Agree. I will remove this debug print.

>
> > + return NOTIFY_OK;
> > + }
> > +
> > + /*
> > + * If it is uncorrectable error, then find out UMC instance and
> > + * channel index.
> > + */
> > + find_umc_inst_chan_index(m, &umc_inst, &chan_index);
>
> That's a void function but it could return a pointer to the instance and channel
> bundled in a struct maybe...

Maybe. I hope its not too much of a concern if it stays the way it is.

>
> > +
> > + dev_info(adev->dev, "Uncorrectable error detected in UMC inst: %d,"
> > + " chan_idx: %d", umc_inst, chan_index);
> > +
> > + memset(&err_rec, 0x0, sizeof(struct eeprom_table_record));
> > +
> > + /*
> > + * Translate UMC channel address to Physical address
> > + */
> > + retired_page = ADDR_OF_8KB_BLOCK(m->addr) |
> > + ADDR_OF_256B_BLOCK(chan_index) |
> > + OFFSET_IN_256B_BLOCK(m->addr);
> > +
> > + err_rec.address = m->addr;
> > + err_rec.retired_page = retired_page >> AMDGPU_GPU_PAGE_SHIFT;
> > + err_rec.ts = (uint64_t)ktime_get_real_seconds();
> > + err_rec.err_type = AMDGPU_RAS_EEPROM_ERR_NON_RECOVERABLE;
> > + err_rec.cu = 0;
> > + err_rec.mem_channel = chan_index;
> > + err_rec.mcumc_id = umc_inst;
> > +
> > + err_data.err_addr = &err_rec;
> > + err_data.err_addr_cnt = 1;
> > +
> > + if (amdgpu_bad_page_threshold != 0) {
> > + amdgpu_ras_add_bad_pages(adev, err_data.err_addr,
> > + err_data.err_addr_cnt);
> > + amdgpu_ras_save_bad_pages(adev);
> > + }
> > +
> > + return NOTIFY_OK;
> > +}
> > +
> > +static struct notifier_block amdgpu_bad_page_nb = {
> > + .notifier_call = amdgpu_bad_page_notifier,
> > + .priority = MCE_PRIO_ACCEL,
>
> Nothing ever explains why this needs to be a separate priority. So how about it?

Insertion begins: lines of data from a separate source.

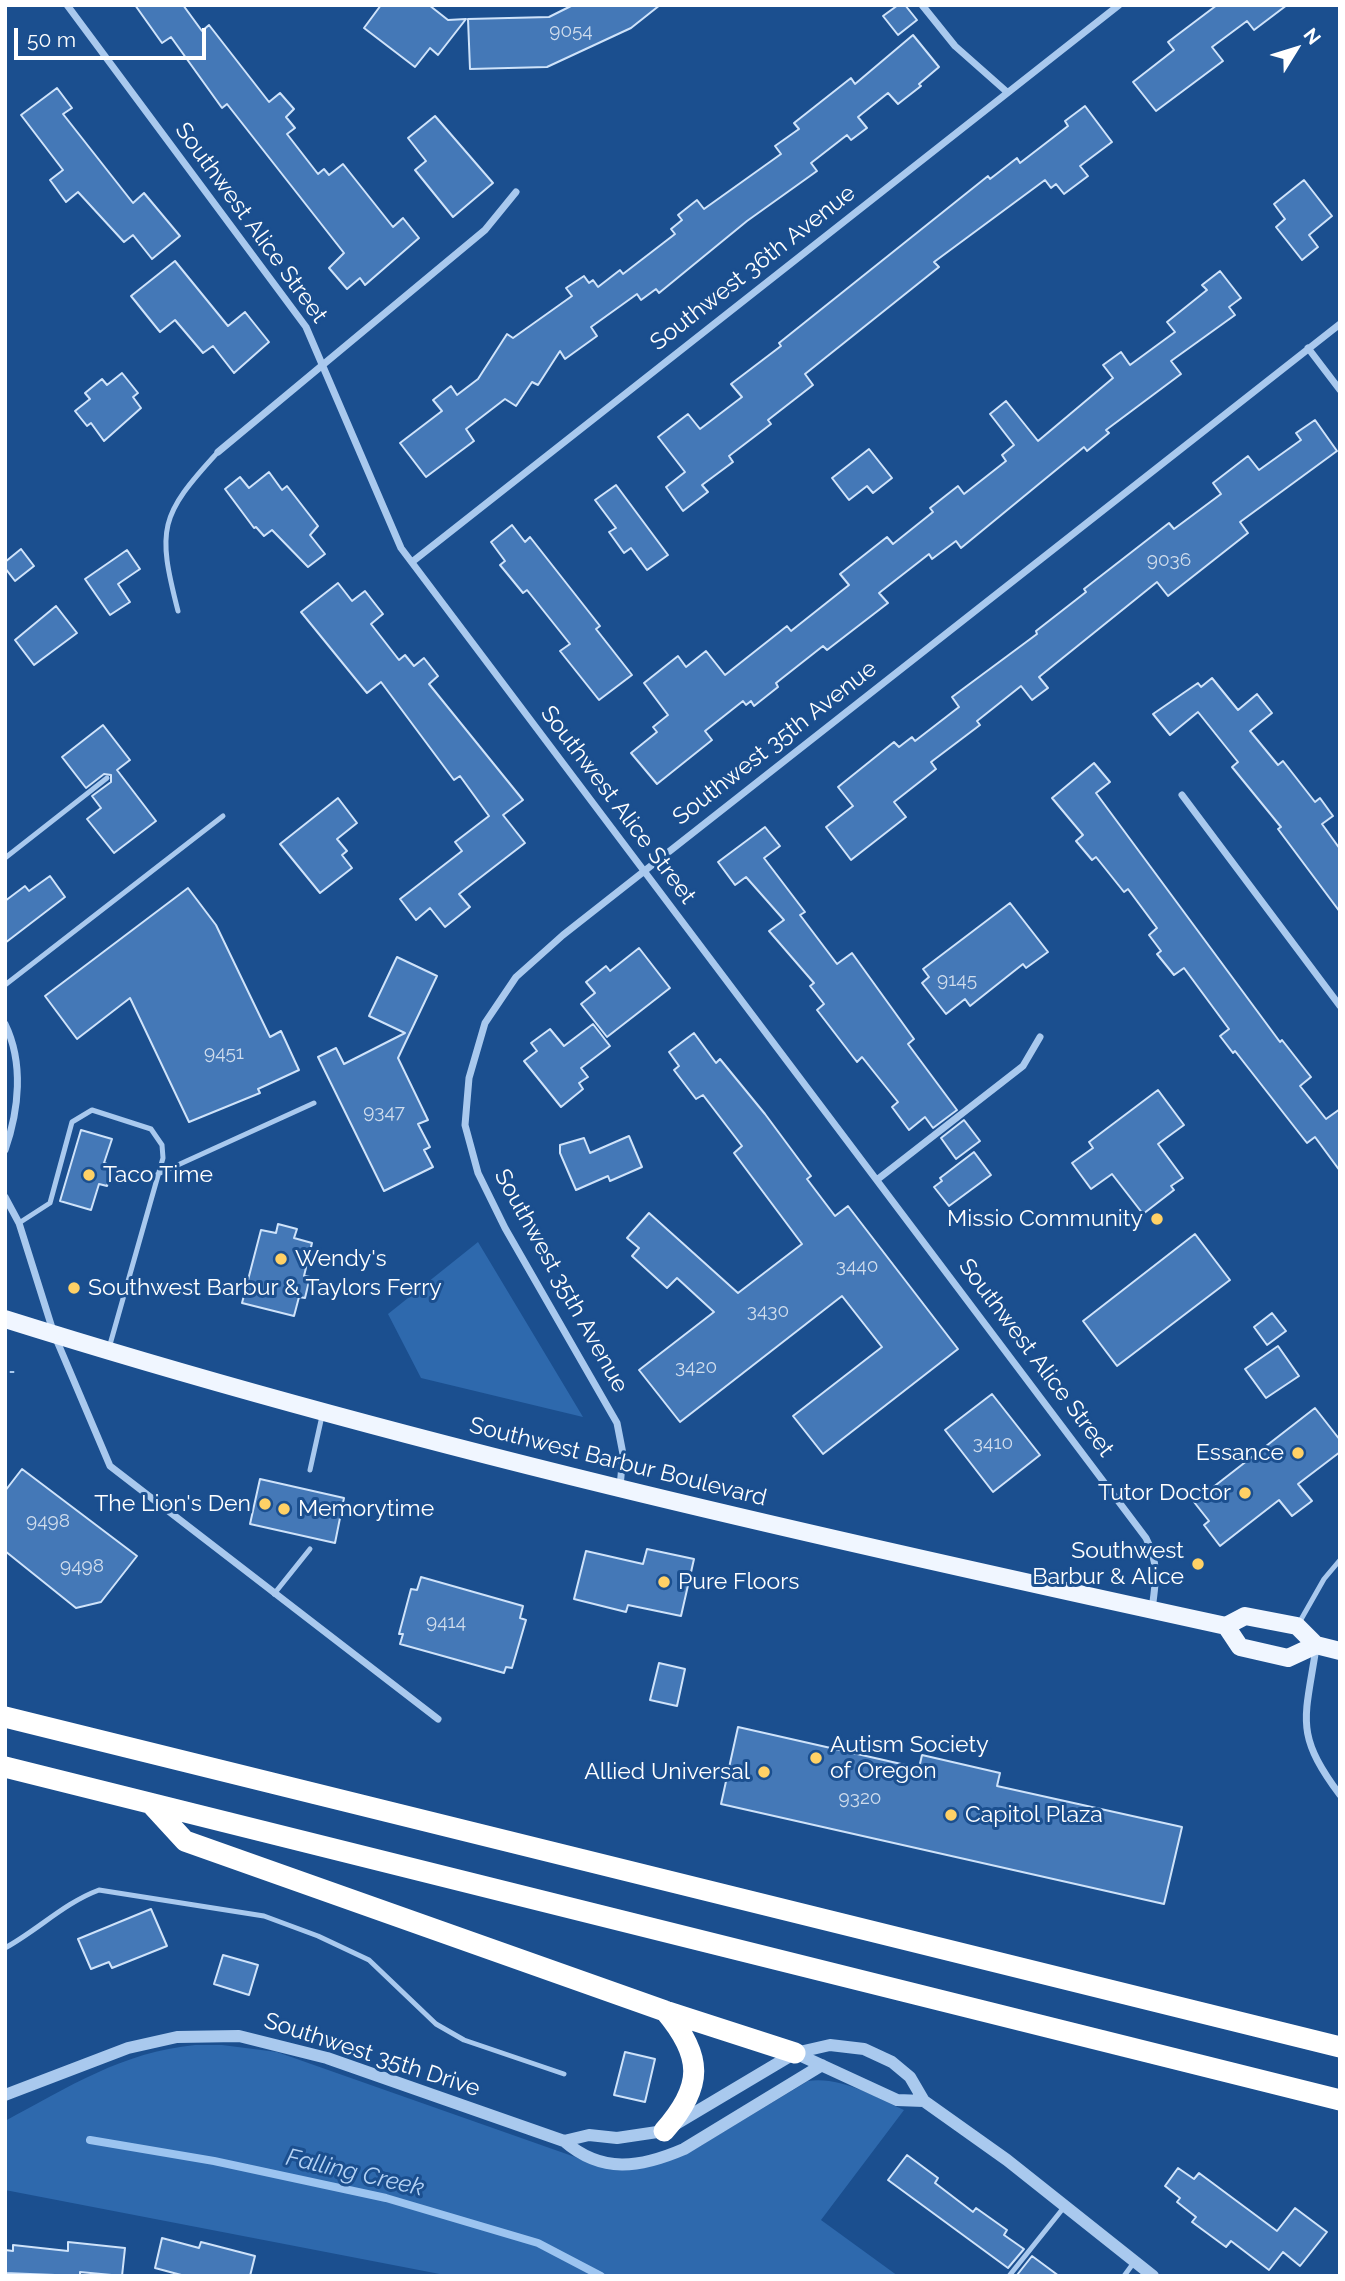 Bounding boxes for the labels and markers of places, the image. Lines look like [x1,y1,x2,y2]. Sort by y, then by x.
place label: Taco Time [103,1161,213,1189]
marker: Taco Time [81,1167,97,1183]
place label: Missio Community [947,1205,1143,1233]
marker: Missio Community [1149,1211,1165,1227]
place label: Wendy's [295,1245,387,1273]
marker: Wendy's [273,1251,289,1267]
place label: Southwest Barbur & Taylors Ferry [88,1274,442,1302]
marker: Southwest Barbur & Taylors Ferry [66,1280,82,1296]
place label: Essance [1196,1439,1284,1467]
marker: Essance [1290,1445,1306,1461]
place label: Tutor Doctor [1098,1479,1231,1507]
marker: Tutor Doctor [1237,1485,1253,1501]
place label: The Lion's Den [94,1490,251,1518]
place label: Memorytime [298,1495,434,1523]
marker: The Lion's Den [257,1496,273,1512]
marker: Memorytime [276,1501,292,1517]
place label: Southwest Barbur & Alice [1032,1537,1184,1591]
marker: Southwest Barbur & Alice [1190,1556,1206,1572]
place label: Pure Floors [678,1568,799,1596]
marker: Pure Floors [656,1574,672,1590]
place label: Autism Society of Oregon [830,1731,989,1785]
marker: Autism Society of Oregon [808,1750,824,1766]
place label: Allied Universal [584,1758,750,1786]
marker: Allied Universal [756,1764,772,1780]
place label: Capitol Plaza [965,1801,1103,1829]
marker: Capitol Plaza [943,1807,959,1823] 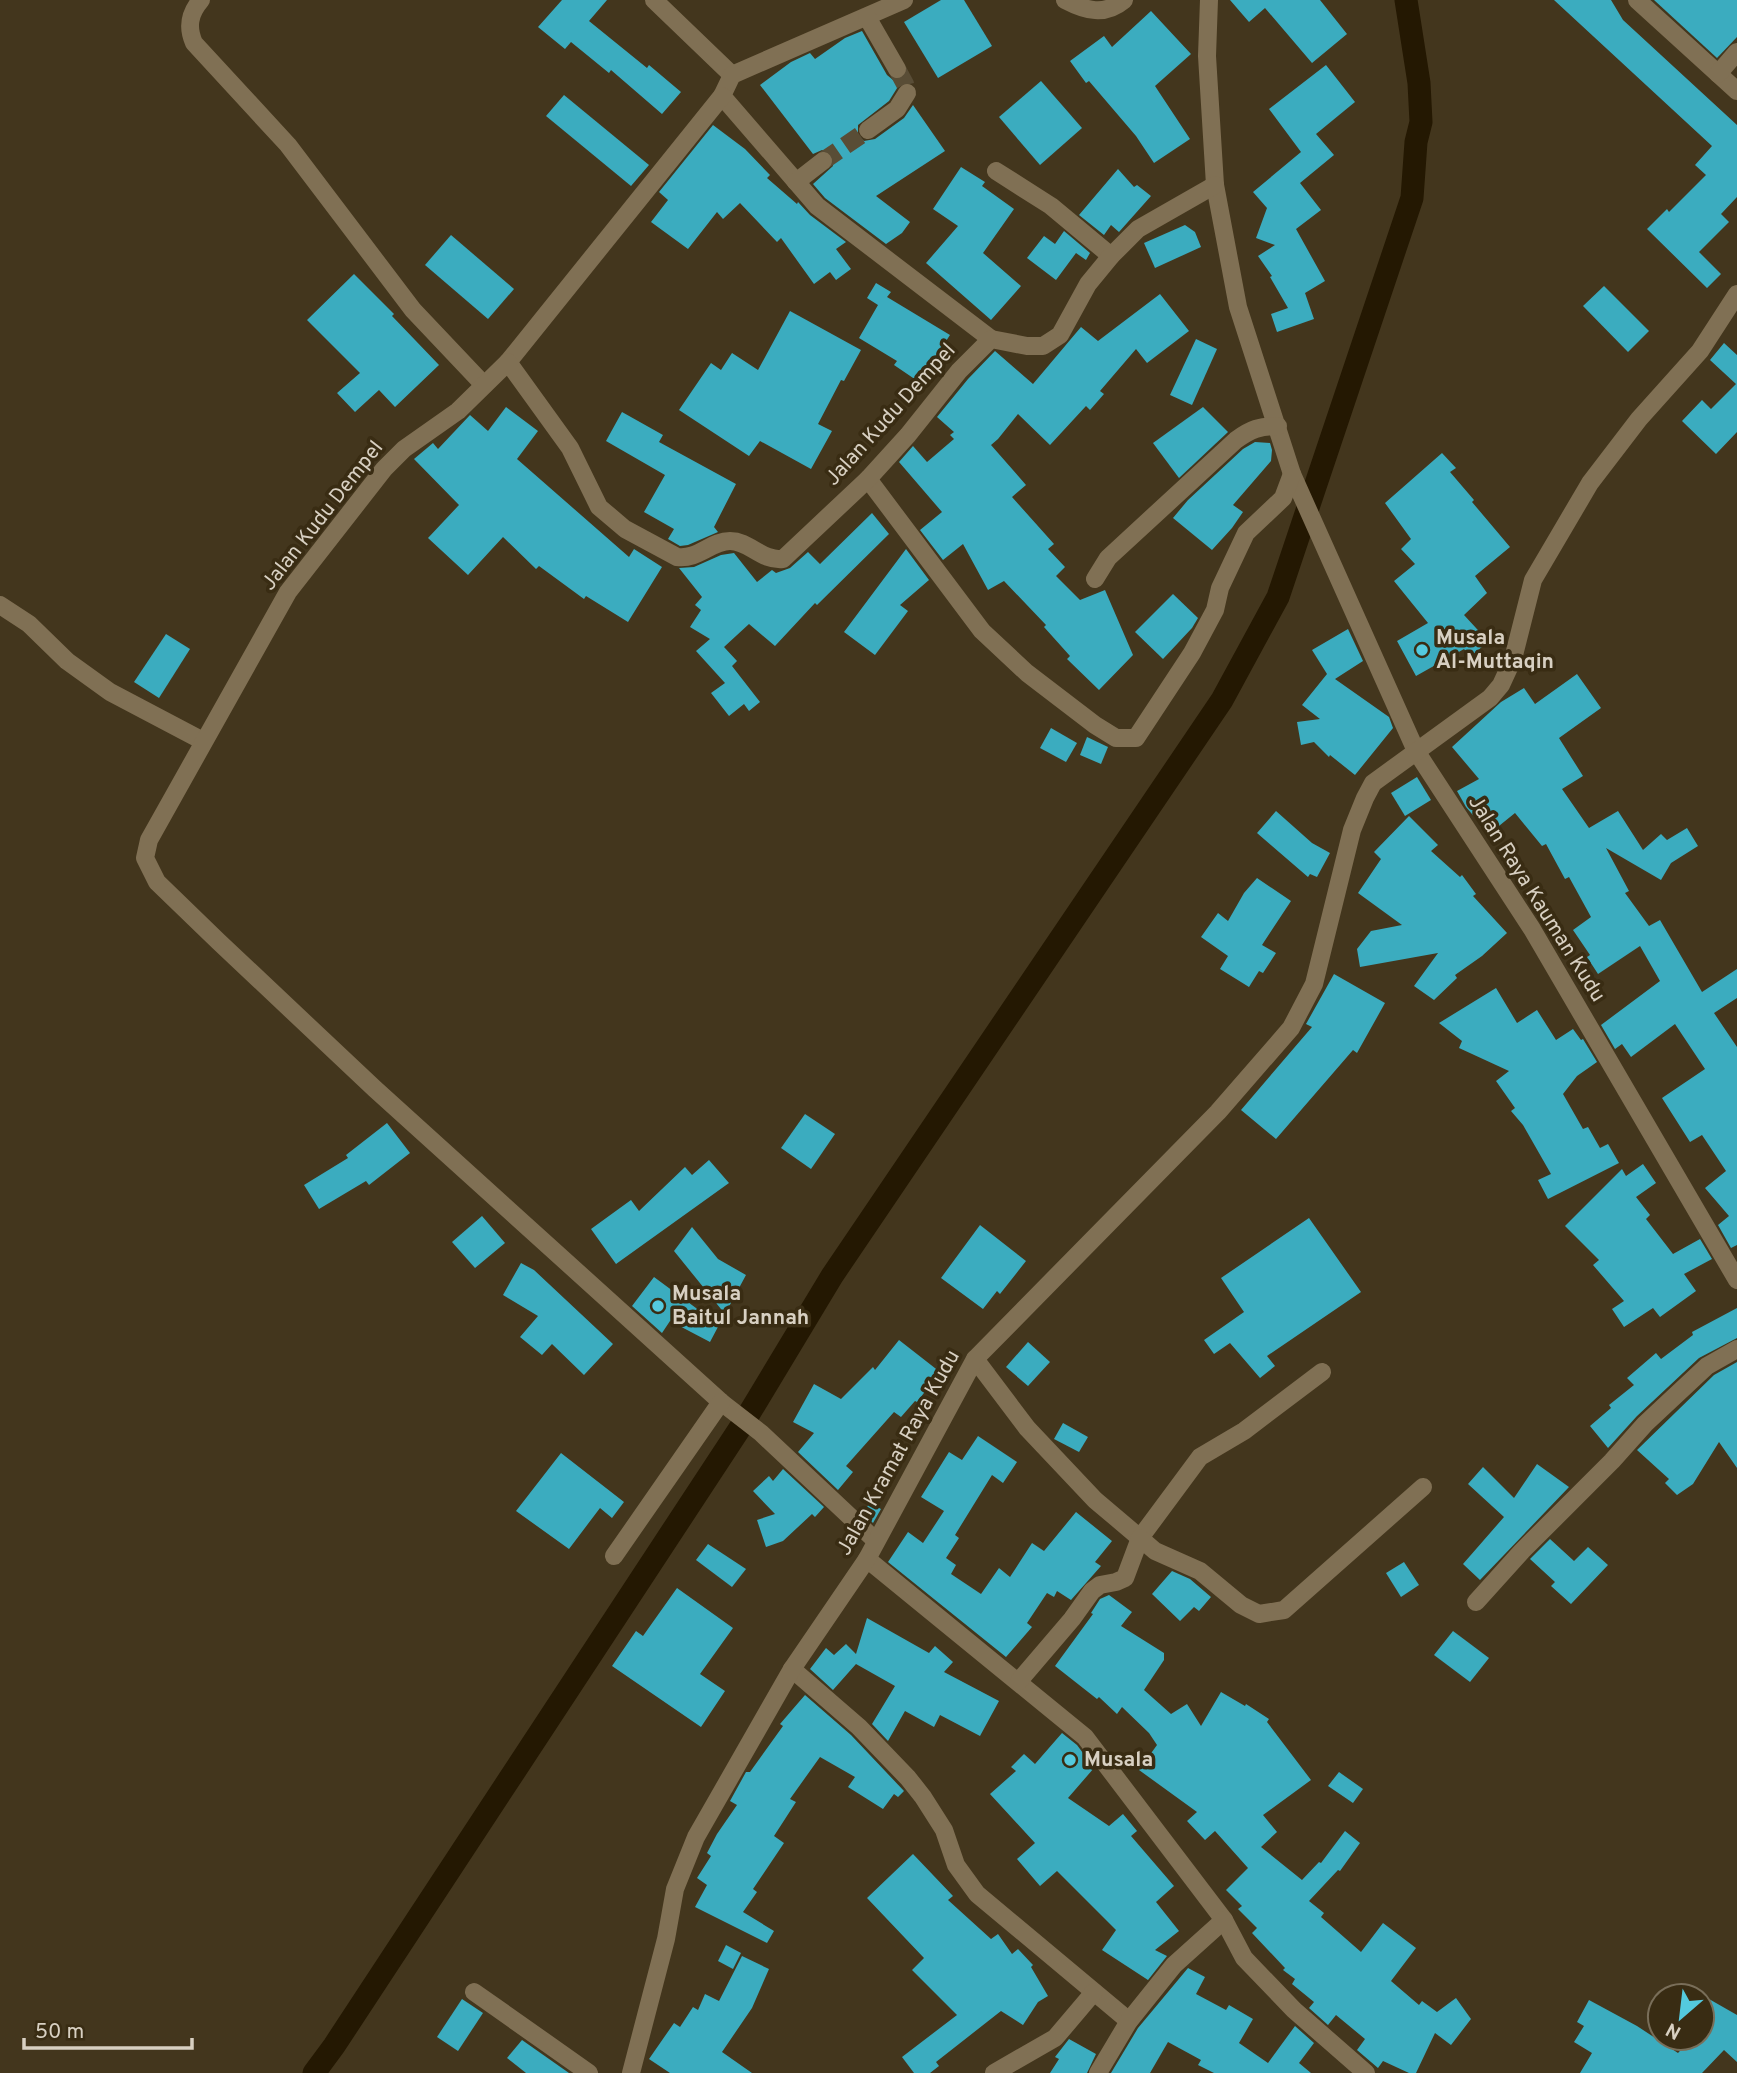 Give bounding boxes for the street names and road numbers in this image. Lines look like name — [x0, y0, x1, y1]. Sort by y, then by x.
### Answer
street label: Jalan Kudu Dempel — [820, 338, 962, 492]
street label: Jalan Kudu Dempel — [256, 436, 390, 596]
street label: Jalan Raya Kauman Kudu — [1461, 790, 1611, 1008]
street label: Jalan Kramat Raya Kudu — [831, 1345, 967, 1561]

I wasn't really sure if I should use the EDAC priority here or create a new one for Accelerator devices.
I thought using EDAC priority might not be accepted by the maintainers as EDAC and GPU (Accelerator) devices
are two different class of devices.
That is the reason I create a new one.
I am OK to use EDAC priority if that is acceptable.

>
> > +};
> > +
> > +static void amdgpu_register_bad_pages_mca_notifier(void)
> > +{
> > + /*
> > + * Register the x86 notifier with MCE subsystem.
> > + * Please note a notifier can be registered only once
> > + * with the MCE subsystem.
> > + */
>
> Why do you need this? Other users don't need that. Do you need to call
> mce_unregister_decode_chain() when the driver gets removed or so?
>
> > + if (notifier_registered == false) {
>
> This is just silly and should be fixed properly once the issue is understood.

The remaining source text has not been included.